Here is the key observation. The addition of the uncalibratable, upside-down Tiljander data series to a multiproxy reconstruction often has effects as follows:

* (A) If the No-Tiljander multiproxy recon already had the “hockey stick” shape, the With-Tiljander version will be largely unchanged.

* (B) If the No-Tiljander multiproxy recon did not have a “hockey stick” shape, the With-Tiljander version will be changed so that it has a “hockey stick” shape.

* (C) If the No-Tiljander multiproxy recon did not have a “hockey stick” shape and fails certain “validation” tests, the With-Tiljander version with a “hockey stick” shape will “pass” those tests.

Points (B) and (C) are best illustrated by a figure that clearly shows the relevant pair of reconstructions. Such figures are absent from Mann08 and Mann09.


  1. his NDm recon doesn't look anything like the others!



  2. nevermind, I see my mistake

  3. Right... it's a counterintuitive result.

    The recon built from the non-dendro proxies without Tiljander look nothing like the dendro recon.

    Then, add in the Bad Data that comes from using the uncalibratable Tiljander proxies... and the effect is to "improve" the reconstruction -- it looks more like the one based on tree-ring proxies.

    Huh? Add contaminated even upside-down data, and get a better reconstruction?!?


    It's magic!

    (and everyone in climate science knows that NDk contains The Magical Climate Ingredient)

  5. I should say not only does it fail verification without NDm but it passes verification when NDm is included, even though everyone is in agreement that it (NDm) cannot be meaningfully calibrated to the temperature record upon which the verification is calculated ANYWAY (if I understand the verification calculations correctly). You'd think that aside from questioning their reconstruction, they'd question their verification technique. I'd love to see a proper statistical journal publish a paper on RE.

  6. Anonymous 2:59 PM --

    > I should say not only does it fail verification without NDm but it passes verification when NDm is included, even though everyone is in agreement that it (NDm) cannot be meaningfully calibrated to the temperature record upon which the verification is calculated

    By bringing up "verification," you raise another mystery.

    However, you have to be careful to define indefinite articles like "it." I'll try and rephrase what you wrote.

    "The ND data set generates 'passing' validation statistics. But, try the same exercise once you've taken out the NDk Bad Data series. Now, it -- 'it' being NDm -- fails validation!"

    These strange validation results again point to the "magic" in the NDk Bad Data series.
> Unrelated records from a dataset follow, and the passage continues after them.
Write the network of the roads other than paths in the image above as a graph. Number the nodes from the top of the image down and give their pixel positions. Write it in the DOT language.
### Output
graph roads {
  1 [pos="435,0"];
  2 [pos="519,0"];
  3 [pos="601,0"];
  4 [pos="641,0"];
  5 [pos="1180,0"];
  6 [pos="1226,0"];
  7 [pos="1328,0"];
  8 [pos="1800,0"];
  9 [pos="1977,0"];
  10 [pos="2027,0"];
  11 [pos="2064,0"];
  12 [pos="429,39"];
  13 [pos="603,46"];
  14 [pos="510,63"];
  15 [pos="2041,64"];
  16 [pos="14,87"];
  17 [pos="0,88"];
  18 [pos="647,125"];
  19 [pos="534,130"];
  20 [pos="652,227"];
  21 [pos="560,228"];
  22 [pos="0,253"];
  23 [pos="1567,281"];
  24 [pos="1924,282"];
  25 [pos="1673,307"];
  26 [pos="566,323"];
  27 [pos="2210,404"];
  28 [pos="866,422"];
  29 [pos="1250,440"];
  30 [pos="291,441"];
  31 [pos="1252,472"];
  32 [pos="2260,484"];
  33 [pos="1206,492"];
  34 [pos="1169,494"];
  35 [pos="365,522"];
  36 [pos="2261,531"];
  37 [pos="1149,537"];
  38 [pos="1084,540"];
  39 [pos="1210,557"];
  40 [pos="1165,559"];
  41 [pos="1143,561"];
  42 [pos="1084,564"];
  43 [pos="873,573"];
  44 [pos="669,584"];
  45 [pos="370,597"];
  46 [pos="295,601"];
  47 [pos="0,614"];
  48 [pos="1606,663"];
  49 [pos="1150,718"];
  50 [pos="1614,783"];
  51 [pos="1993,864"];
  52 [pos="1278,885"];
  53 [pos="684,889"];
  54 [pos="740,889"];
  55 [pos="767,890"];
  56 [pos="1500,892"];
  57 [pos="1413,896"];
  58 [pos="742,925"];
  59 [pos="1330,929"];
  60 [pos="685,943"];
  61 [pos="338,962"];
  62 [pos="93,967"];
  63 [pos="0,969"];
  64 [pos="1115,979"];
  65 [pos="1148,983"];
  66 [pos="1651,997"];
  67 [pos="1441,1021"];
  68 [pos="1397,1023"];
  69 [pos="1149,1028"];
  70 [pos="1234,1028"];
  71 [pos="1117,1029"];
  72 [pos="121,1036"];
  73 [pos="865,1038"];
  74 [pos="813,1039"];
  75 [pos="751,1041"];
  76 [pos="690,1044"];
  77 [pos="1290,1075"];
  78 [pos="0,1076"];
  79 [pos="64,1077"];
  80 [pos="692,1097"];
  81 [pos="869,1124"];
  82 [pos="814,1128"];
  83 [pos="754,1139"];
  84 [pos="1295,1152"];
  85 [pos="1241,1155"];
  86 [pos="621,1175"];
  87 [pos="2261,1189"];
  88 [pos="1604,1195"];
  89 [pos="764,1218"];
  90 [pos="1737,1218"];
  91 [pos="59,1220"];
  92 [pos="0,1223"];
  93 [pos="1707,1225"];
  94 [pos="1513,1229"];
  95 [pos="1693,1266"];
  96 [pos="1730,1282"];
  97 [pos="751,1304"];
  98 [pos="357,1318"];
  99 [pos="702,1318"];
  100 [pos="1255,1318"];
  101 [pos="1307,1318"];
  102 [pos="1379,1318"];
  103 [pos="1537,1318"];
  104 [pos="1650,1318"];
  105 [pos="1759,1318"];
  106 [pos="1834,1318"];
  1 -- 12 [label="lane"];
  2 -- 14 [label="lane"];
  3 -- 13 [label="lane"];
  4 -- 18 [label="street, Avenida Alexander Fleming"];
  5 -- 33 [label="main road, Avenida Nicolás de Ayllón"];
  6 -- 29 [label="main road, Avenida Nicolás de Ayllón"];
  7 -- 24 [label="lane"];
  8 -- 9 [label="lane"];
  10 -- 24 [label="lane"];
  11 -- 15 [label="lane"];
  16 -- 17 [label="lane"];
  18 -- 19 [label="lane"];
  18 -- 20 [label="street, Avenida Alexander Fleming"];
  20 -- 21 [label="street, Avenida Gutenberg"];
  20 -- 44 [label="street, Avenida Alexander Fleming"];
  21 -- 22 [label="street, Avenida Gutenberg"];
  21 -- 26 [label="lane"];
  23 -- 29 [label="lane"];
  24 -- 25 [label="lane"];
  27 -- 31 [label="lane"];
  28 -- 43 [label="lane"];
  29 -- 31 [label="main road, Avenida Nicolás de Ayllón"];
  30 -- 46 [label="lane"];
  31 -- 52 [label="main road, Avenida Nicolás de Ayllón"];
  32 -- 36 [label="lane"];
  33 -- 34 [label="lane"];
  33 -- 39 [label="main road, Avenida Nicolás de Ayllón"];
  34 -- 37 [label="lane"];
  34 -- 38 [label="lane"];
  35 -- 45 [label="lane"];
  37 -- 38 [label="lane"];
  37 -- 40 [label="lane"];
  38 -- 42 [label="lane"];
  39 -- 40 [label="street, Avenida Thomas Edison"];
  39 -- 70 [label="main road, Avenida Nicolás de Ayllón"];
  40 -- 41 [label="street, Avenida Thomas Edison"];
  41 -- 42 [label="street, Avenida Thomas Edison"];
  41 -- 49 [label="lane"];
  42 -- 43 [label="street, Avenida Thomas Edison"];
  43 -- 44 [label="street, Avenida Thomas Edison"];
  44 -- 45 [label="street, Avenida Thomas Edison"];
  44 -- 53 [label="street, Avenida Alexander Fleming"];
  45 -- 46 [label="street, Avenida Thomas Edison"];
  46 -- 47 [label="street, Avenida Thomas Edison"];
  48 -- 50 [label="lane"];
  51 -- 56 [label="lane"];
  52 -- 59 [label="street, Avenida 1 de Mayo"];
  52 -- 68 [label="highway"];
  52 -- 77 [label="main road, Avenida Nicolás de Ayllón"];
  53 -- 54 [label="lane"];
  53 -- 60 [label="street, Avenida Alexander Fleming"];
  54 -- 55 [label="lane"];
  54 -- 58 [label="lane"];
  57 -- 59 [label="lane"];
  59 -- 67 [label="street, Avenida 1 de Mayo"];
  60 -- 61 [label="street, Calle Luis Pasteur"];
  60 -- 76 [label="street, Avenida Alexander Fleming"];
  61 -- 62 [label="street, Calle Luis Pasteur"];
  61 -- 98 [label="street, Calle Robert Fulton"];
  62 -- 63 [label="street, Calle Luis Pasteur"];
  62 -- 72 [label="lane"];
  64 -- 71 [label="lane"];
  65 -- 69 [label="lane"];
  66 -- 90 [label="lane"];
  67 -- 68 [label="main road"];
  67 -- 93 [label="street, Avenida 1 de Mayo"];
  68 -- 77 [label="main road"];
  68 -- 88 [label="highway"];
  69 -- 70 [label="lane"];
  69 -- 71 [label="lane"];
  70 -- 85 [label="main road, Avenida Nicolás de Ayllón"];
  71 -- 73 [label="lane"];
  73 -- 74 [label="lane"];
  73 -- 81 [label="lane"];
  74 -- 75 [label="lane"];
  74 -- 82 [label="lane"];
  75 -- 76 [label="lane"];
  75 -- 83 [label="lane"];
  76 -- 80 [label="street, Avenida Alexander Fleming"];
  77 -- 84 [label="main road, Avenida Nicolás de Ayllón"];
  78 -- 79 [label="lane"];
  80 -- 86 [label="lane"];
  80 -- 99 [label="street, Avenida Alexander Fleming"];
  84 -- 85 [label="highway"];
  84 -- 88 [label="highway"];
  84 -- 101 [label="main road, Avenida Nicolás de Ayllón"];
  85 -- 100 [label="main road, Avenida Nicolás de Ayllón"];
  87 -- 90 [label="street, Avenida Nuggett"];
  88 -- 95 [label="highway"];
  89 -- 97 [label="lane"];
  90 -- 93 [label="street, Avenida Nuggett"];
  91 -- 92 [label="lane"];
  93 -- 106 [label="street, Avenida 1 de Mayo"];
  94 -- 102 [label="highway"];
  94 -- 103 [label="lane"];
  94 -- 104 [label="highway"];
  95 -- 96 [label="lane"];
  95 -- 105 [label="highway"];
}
    WWSS?* "A curious pattern, indeed!" or "I don't know, and it doesn't matter"?

    - - - - -

    * What Would Sherlock Say?

  7. this is the same sort of analysis that is at issue in the original MM papers, where bristlecones plus a variety of other proxies yield bristlecones.

    Mann tried to frame the issue as the "right" number of PCs to use, but the fundamental issue is whether bristlecones (and more narrowly Graybill's bristlecone chronologies from the 1980s) are magic thermometers for the entire world.

    My interpretation at the time is that the phenomenon you describe from the central limit theorem. There is no "signal" in the majority of proxies - they are literally just red noise. Bristlecones plus red noise gave as good a reconstruction as bristlecones plus "proxies".

    In the reconstruction period, the red noise cancels out. In the calibration period, correlation weighting orients the noise to reinforce the stick - a phenomenon more or less independently observed by non-climate science statisticians looking at the problem (me, Jeff Id, Lubos, David Stockwell).

    CPS reconstructions work differently but end up with the same result. The properties of the series are known ex ante and series like bristlecones and Yamal are used over and over.

  8. Watch out for that "just red noise". McI likes to hide signal in there. Play games with super paramaterized noise, that he reveals obliquely (and hides from when called on it). And he likes him some pick 100 too...

  9. And usually he will say "just the bcps". But he leaves out Gaspe and Yamal (on very different regions). So, yeah...if you cut out the three most important aspects of the signal, the reconstruction gets worse...duh. But it's not even single culling.